On this day in 1939, Britain and France agreed to support Poland if it was invaded by Germany. Of course, they never did come September and Poland suffered a German (and, for a while, Soviet) military occupation longer than any other European nation, and I do mean suffer. France probably would have done nothing in any event, but England was pretty much hamstrung by the speed with which Germany defeated and occupied Poland. The Brits were ready to fight WWI again, with slow troop mobilization and mass rail movement thereof, while the Germans had already figured out how to fight WWII, with massed tank, combined with air, attacks and motorized and often armored transport of troops.


Thought of the Day

I have always felt that everybody on earth goes about in disguise.

Sean O'Faolain

Friday, March 30, 2007


Friday Movie Review

Went with Beata (and Alex and Lee) to The Lookout, which is the second good movie with the kid from 3rd Rock from the Sun, Joseph Gordon-Levitt (the other was Brick). It's the directorial debut of Scott Frank, the screenwriter of Malice, Get Shorty, Heaven's Prisoners, and Out of Sight, and it's a darn fine movie. Well done, Scott, who usually puts out an intelligent script, and he did it again this time.

So, what's so good about it? Well, there is the interesting and new to me information about major brain injury. There is an ever growing sense of menace from the bad guys, particularly Gary Spargo played by Brit actor Matthew Goode, who has always played nice guys before (the brother-in-law in Match Point; the lovable and sensible husband in Imagine Me & You). There is the family tragedy of loss and estrangement and guilt. There is the outwitting of the bad guys by a brain injured guy for whom we are rooting mightily as he figures out how to plan and bring off the plan with the rudimentary 'sequencing' skills he has. And there is the achingly sad feeling of what the accident cost the lead and how little of him is actually left. It's a role that is difficult to get just right, but Joseph Gordon-Levitt is magnificent at it.
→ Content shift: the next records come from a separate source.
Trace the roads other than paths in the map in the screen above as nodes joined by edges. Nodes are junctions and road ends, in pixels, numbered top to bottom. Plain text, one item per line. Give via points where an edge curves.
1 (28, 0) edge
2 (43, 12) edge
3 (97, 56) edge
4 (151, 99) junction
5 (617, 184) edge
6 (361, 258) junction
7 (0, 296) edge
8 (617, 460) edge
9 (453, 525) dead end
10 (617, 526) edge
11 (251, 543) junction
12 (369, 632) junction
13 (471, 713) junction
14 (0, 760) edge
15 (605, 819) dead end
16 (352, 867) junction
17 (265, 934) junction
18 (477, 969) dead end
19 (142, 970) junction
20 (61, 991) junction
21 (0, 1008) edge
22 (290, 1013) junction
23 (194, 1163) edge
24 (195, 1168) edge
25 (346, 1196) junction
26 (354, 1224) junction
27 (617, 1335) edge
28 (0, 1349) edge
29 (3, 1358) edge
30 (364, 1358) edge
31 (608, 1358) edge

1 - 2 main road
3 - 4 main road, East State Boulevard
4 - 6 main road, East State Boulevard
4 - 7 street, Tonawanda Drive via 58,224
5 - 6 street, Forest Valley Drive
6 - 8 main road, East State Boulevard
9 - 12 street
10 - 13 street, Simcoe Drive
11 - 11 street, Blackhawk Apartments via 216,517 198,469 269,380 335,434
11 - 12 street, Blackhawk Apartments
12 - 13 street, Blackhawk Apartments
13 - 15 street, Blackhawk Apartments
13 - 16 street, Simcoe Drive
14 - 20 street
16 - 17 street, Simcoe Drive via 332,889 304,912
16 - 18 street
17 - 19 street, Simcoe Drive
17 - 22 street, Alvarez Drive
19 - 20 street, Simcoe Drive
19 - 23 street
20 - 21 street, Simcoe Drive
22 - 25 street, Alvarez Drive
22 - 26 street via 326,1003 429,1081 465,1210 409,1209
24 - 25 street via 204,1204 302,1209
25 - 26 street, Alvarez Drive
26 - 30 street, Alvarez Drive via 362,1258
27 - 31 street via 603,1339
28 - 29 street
Jeff Daniels is pretty good too in a realistically likeable character--how long has it been since he played one of those? I just have one quibble; do we really let major brain injured people drive? Really?

The much maligned, deputy doughnut, it turns out, is a brave man and master of the Weaver fighting stance--he's knocking them down one after the other with well placed double taps from his unidentified service auto. Extremely menacing looking Bone has sawed off most of the stock and some of the barrels of a fine looking over/under shotgun for his weapon, and he's deadly with it, for a while.
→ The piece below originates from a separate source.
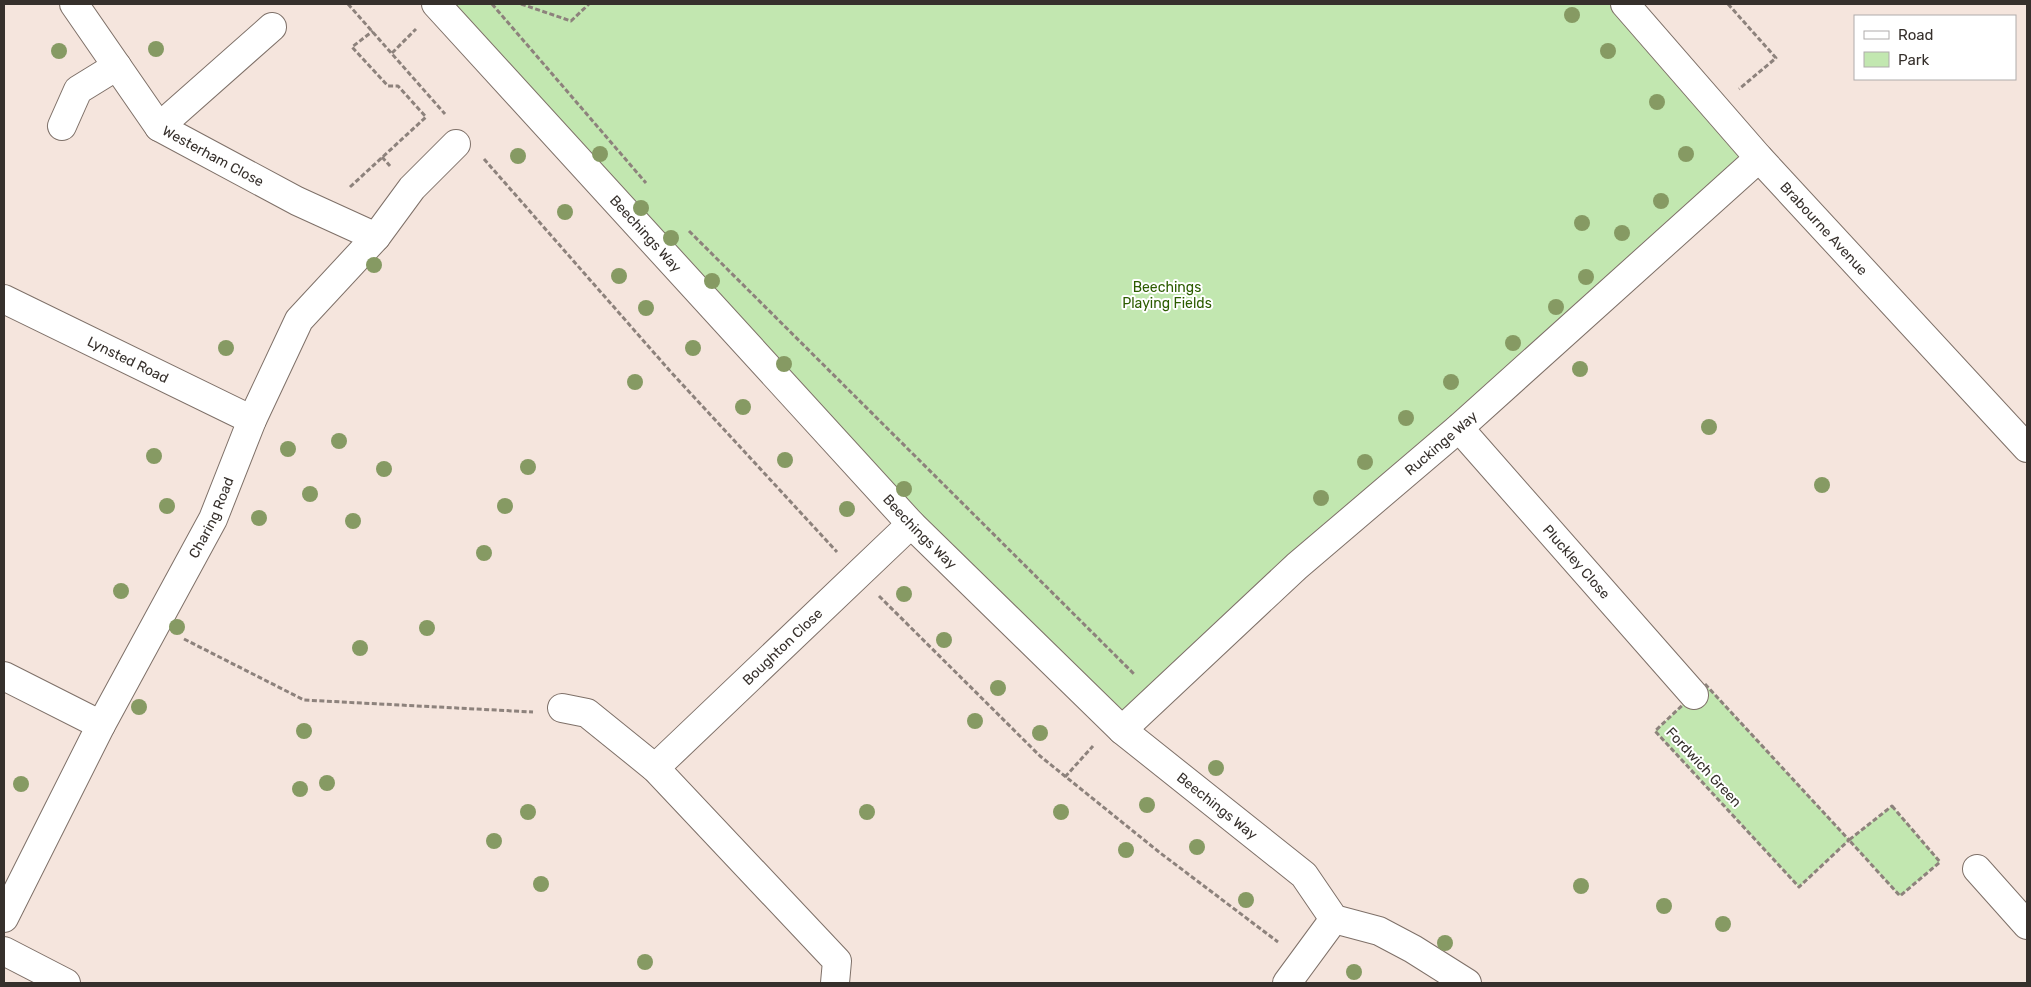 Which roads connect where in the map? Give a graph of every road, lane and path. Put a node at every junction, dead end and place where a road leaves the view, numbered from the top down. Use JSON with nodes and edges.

The denouement is heartwarming in a brain injured, limited sort of way and full of acceptance and hope. So as sad as it is, the movie is not a complete downer. It's 99 minutes long, so pretty taut in the action of the plot line, once the action starts, which is actually rather late in the film. I think it's the best thing out there right now.


The Dreaded Spring Offensive Begins

And, as usual, the Taliban gets beat like a bongo drum. Very good news indeed. Bring it, Mullah Omar, bring it on.
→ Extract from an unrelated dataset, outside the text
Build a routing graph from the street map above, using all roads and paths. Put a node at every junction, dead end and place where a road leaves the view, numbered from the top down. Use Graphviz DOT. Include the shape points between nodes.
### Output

Complete success is being claimed for the largest Afghan-led operation yet against the Taliban.

Afghan army forces and police have now purged the Nad Ali district of Helmand of 400 Taliban fighters, following a series of chaotic battles.

Allied commanders estimated 70 Taliban fighters were killed in the fighting, while many others fled or gave up their weapons.

Locals said that the dead included at least one senior commander, Mullah Abdul Bary.

"Of course there are some Taliban left in here, but they have dropped their weapons and they are hiding," said Colonel Rasoul, the commander of the 3rd Kandak, the best regular army unit in the fledgling Afghan security forces.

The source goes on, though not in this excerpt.